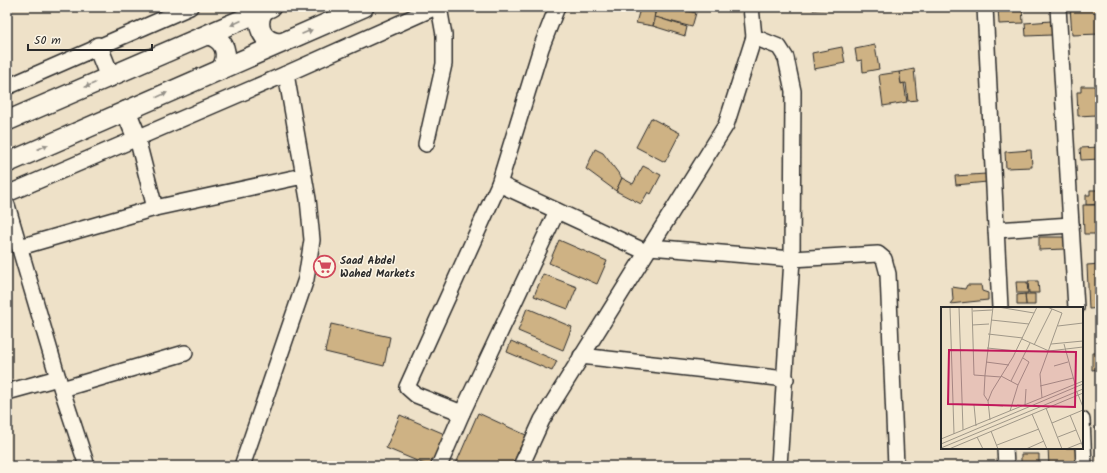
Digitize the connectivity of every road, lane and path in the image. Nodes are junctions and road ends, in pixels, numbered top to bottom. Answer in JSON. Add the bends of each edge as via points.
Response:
{"nodes":[{"id":1,"x":190,"y":7,"type":"edge"},
{"id":2,"x":364,"y":7,"type":"edge"},
{"id":3,"x":437,"y":7,"type":"edge"},
{"id":4,"x":557,"y":7,"type":"edge"},
{"id":5,"x":751,"y":7,"type":"edge"},
{"id":6,"x":985,"y":7,"type":"edge"},
{"id":7,"x":1058,"y":7,"type":"edge"},
{"id":8,"x":267,"y":9,"type":"edge"},
{"id":9,"x":208,"y":35,"type":"junction"},
{"id":10,"x":754,"y":37,"type":"junction"},
{"id":11,"x":280,"y":43,"type":"junction"},
{"id":12,"x":98,"y":47,"type":"junction"},
{"id":13,"x":221,"y":69,"type":"junction"},
{"id":14,"x":286,"y":74,"type":"junction"},
{"id":15,"x":110,"y":77,"type":"junction"},
{"id":16,"x":7,"y":87,"type":"edge"},
{"id":17,"x":126,"y":110,"type":"junction"},
{"id":18,"x":7,"y":121,"type":"edge"},
{"id":19,"x":137,"y":138,"type":"junction"},
{"id":20,"x":426,"y":144,"type":"dead end"},
{"id":21,"x":7,"y":163,"type":"edge"},
{"id":22,"x":304,"y":176,"type":"junction"},
{"id":23,"x":499,"y":184,"type":"junction"},
{"id":24,"x":7,"y":194,"type":"edge"},
{"id":25,"x":7,"y":205,"type":"edge"},
{"id":26,"x":155,"y":208,"type":"junction"},
{"id":27,"x":557,"y":211,"type":"junction"},
{"id":28,"x":1071,"y":225,"type":"junction"},
{"id":29,"x":996,"y":230,"type":"junction"},
{"id":30,"x":20,"y":247,"type":"junction"},
{"id":31,"x":648,"y":250,"type":"junction"},
{"id":32,"x":792,"y":259,"type":"junction"},
{"id":33,"x":1000,"y":307,"type":"edge"},
{"id":34,"x":1076,"y":307,"type":"edge"},
{"id":35,"x":185,"y":353,"type":"dead end"},
{"id":36,"x":581,"y":356,"type":"junction"},
{"id":37,"x":786,"y":379,"type":"junction"},
{"id":38,"x":60,"y":384,"type":"junction"},
{"id":39,"x":7,"y":392,"type":"edge"},
{"id":40,"x":462,"y":413,"type":"junction"},
{"id":41,"x":1083,"y":443,"type":"edge"},
{"id":42,"x":1005,"y":449,"type":"edge"},
{"id":43,"x":87,"y":466,"type":"edge"},
{"id":44,"x":242,"y":466,"type":"edge"},
{"id":45,"x":439,"y":466,"type":"edge"},
{"id":46,"x":521,"y":466,"type":"edge"},
{"id":47,"x":779,"y":466,"type":"edge"},
{"id":48,"x":896,"y":466,"type":"edge"},
{"id":49,"x":1006,"y":466,"type":"edge"},
{"id":50,"x":1084,"y":466,"type":"edge"}],
"edges":[{"from":1,"to":12,"type":"street"},
{"from":11,"to":2,"type":"street","one_way":true},
{"from":3,"to":14,"type":"street"},
{"from":3,"to":20,"type":"street","via":[[444,34],[444,64]]},
{"from":4,"to":23,"type":"street","via":[[541,48]]},
{"from":5,"to":10,"type":"street"},
{"from":6,"to":29,"type":"street"},
{"from":7,"to":28,"type":"street"},
{"from":8,"to":9,"type":"street","one_way":true},
{"from":8,"to":11,"type":"street","via":[[259,25],[270,41]]},
{"from":9,"to":13,"type":"street","via":[[218,39],[225,48],[226,59]]},
{"from":9,"to":15,"type":"street"},
{"from":10,"to":31,"type":"street","via":[[726,124]]},
{"from":10,"to":32,"type":"street","via":[[779,47],[786,58],[793,91]]},
{"from":11,"to":13,"type":"street"},
{"from":12,"to":15,"type":"street"},
{"from":12,"to":16,"type":"street"},
{"from":17,"to":13,"type":"street","one_way":true},
{"from":14,"to":19,"type":"street"},
{"from":14,"to":22,"type":"street"},
{"from":15,"to":18,"type":"street","one_way":true},
{"from":17,"to":19,"type":"street"},
{"from":21,"to":17,"type":"street","one_way":true},
{"from":19,"to":24,"type":"street"},
{"from":19,"to":26,"type":"street"},
{"from":22,"to":26,"type":"street"},
{"from":22,"to":44,"type":"street","via":[[312,240],[306,279]]},
{"from":23,"to":27,"type":"street"},
{"from":23,"to":40,"type":"street","via":[[407,387],[416,395]]},
{"from":25,"to":30,"type":"street"},
{"from":26,"to":30,"type":"street"},
{"from":27,"to":31,"type":"street"},
{"from":27,"to":40,"type":"street"},
{"from":28,"to":29,"type":"street"},
{"from":28,"to":34,"type":"street"},
{"from":29,"to":33,"type":"street"},
{"from":30,"to":38,"type":"street"},
{"from":31,"to":32,"type":"street"},
{"from":31,"to":36,"type":"street"},
{"from":32,"to":37,"type":"street"},
{"from":32,"to":48,"type":"street","via":[[878,254],[884,259],[888,274]]},
{"from":35,"to":38,"type":"street"},
{"from":36,"to":37,"type":"street"},
{"from":36,"to":46,"type":"street","via":[[542,420]]},
{"from":37,"to":47,"type":"street"},
{"from":38,"to":39,"type":"street"},
{"from":38,"to":43,"type":"street"},
{"from":40,"to":45,"type":"street"},
{"from":41,"to":50,"type":"street"},
{"from":42,"to":49,"type":"street"}]}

**********

Repeat the listing in full and exactly. Leave any pictures out.

Digitize the connectivity of every road, lane and path in the image. Nodes are junctions and road ends, in pixels, numbered top to bottom. Answer in JSON. Add the bends of each edge as via points.
Response:
{"nodes":[{"id":1,"x":190,"y":7,"type":"edge"},
{"id":2,"x":364,"y":7,"type":"edge"},
{"id":3,"x":437,"y":7,"type":"edge"},
{"id":4,"x":557,"y":7,"type":"edge"},
{"id":5,"x":751,"y":7,"type":"edge"},
{"id":6,"x":985,"y":7,"type":"edge"},
{"id":7,"x":1058,"y":7,"type":"edge"},
{"id":8,"x":267,"y":9,"type":"edge"},
{"id":9,"x":208,"y":35,"type":"junction"},
{"id":10,"x":754,"y":37,"type":"junction"},
{"id":11,"x":280,"y":43,"type":"junction"},
{"id":12,"x":98,"y":47,"type":"junction"},
{"id":13,"x":221,"y":69,"type":"junction"},
{"id":14,"x":286,"y":74,"type":"junction"},
{"id":15,"x":110,"y":77,"type":"junction"},
{"id":16,"x":7,"y":87,"type":"edge"},
{"id":17,"x":126,"y":110,"type":"junction"},
{"id":18,"x":7,"y":121,"type":"edge"},
{"id":19,"x":137,"y":138,"type":"junction"},
{"id":20,"x":426,"y":144,"type":"dead end"},
{"id":21,"x":7,"y":163,"type":"edge"},
{"id":22,"x":304,"y":176,"type":"junction"},
{"id":23,"x":499,"y":184,"type":"junction"},
{"id":24,"x":7,"y":194,"type":"edge"},
{"id":25,"x":7,"y":205,"type":"edge"},
{"id":26,"x":155,"y":208,"type":"junction"},
{"id":27,"x":557,"y":211,"type":"junction"},
{"id":28,"x":1071,"y":225,"type":"junction"},
{"id":29,"x":996,"y":230,"type":"junction"},
{"id":30,"x":20,"y":247,"type":"junction"},
{"id":31,"x":648,"y":250,"type":"junction"},
{"id":32,"x":792,"y":259,"type":"junction"},
{"id":33,"x":1000,"y":307,"type":"edge"},
{"id":34,"x":1076,"y":307,"type":"edge"},
{"id":35,"x":185,"y":353,"type":"dead end"},
{"id":36,"x":581,"y":356,"type":"junction"},
{"id":37,"x":786,"y":379,"type":"junction"},
{"id":38,"x":60,"y":384,"type":"junction"},
{"id":39,"x":7,"y":392,"type":"edge"},
{"id":40,"x":462,"y":413,"type":"junction"},
{"id":41,"x":1083,"y":443,"type":"edge"},
{"id":42,"x":1005,"y":449,"type":"edge"},
{"id":43,"x":87,"y":466,"type":"edge"},
{"id":44,"x":242,"y":466,"type":"edge"},
{"id":45,"x":439,"y":466,"type":"edge"},
{"id":46,"x":521,"y":466,"type":"edge"},
{"id":47,"x":779,"y":466,"type":"edge"},
{"id":48,"x":896,"y":466,"type":"edge"},
{"id":49,"x":1006,"y":466,"type":"edge"},
{"id":50,"x":1084,"y":466,"type":"edge"}],
"edges":[{"from":1,"to":12,"type":"street"},
{"from":11,"to":2,"type":"street","one_way":true},
{"from":3,"to":14,"type":"street"},
{"from":3,"to":20,"type":"street","via":[[444,34],[444,64]]},
{"from":4,"to":23,"type":"street","via":[[541,48]]},
{"from":5,"to":10,"type":"street"},
{"from":6,"to":29,"type":"street"},
{"from":7,"to":28,"type":"street"},
{"from":8,"to":9,"type":"street","one_way":true},
{"from":8,"to":11,"type":"street","via":[[259,25],[270,41]]},
{"from":9,"to":13,"type":"street","via":[[218,39],[225,48],[226,59]]},
{"from":9,"to":15,"type":"street"},
{"from":10,"to":31,"type":"street","via":[[726,124]]},
{"from":10,"to":32,"type":"street","via":[[779,47],[786,58],[793,91]]},
{"from":11,"to":13,"type":"street"},
{"from":12,"to":15,"type":"street"},
{"from":12,"to":16,"type":"street"},
{"from":17,"to":13,"type":"street","one_way":true},
{"from":14,"to":19,"type":"street"},
{"from":14,"to":22,"type":"street"},
{"from":15,"to":18,"type":"street","one_way":true},
{"from":17,"to":19,"type":"street"},
{"from":21,"to":17,"type":"street","one_way":true},
{"from":19,"to":24,"type":"street"},
{"from":19,"to":26,"type":"street"},
{"from":22,"to":26,"type":"street"},
{"from":22,"to":44,"type":"street","via":[[312,240],[306,279]]},
{"from":23,"to":27,"type":"street"},
{"from":23,"to":40,"type":"street","via":[[407,387],[416,395]]},
{"from":25,"to":30,"type":"street"},
{"from":26,"to":30,"type":"street"},
{"from":27,"to":31,"type":"street"},
{"from":27,"to":40,"type":"street"},
{"from":28,"to":29,"type":"street"},
{"from":28,"to":34,"type":"street"},
{"from":29,"to":33,"type":"street"},
{"from":30,"to":38,"type":"street"},
{"from":31,"to":32,"type":"street"},
{"from":31,"to":36,"type":"street"},
{"from":32,"to":37,"type":"street"},
{"from":32,"to":48,"type":"street","via":[[878,254],[884,259],[888,274]]},
{"from":35,"to":38,"type":"street"},
{"from":36,"to":37,"type":"street"},
{"from":36,"to":46,"type":"street","via":[[542,420]]},
{"from":37,"to":47,"type":"street"},
{"from":38,"to":39,"type":"street"},
{"from":38,"to":43,"type":"street"},
{"from":40,"to":45,"type":"street"},
{"from":41,"to":50,"type":"street"},
{"from":42,"to":49,"type":"street"}]}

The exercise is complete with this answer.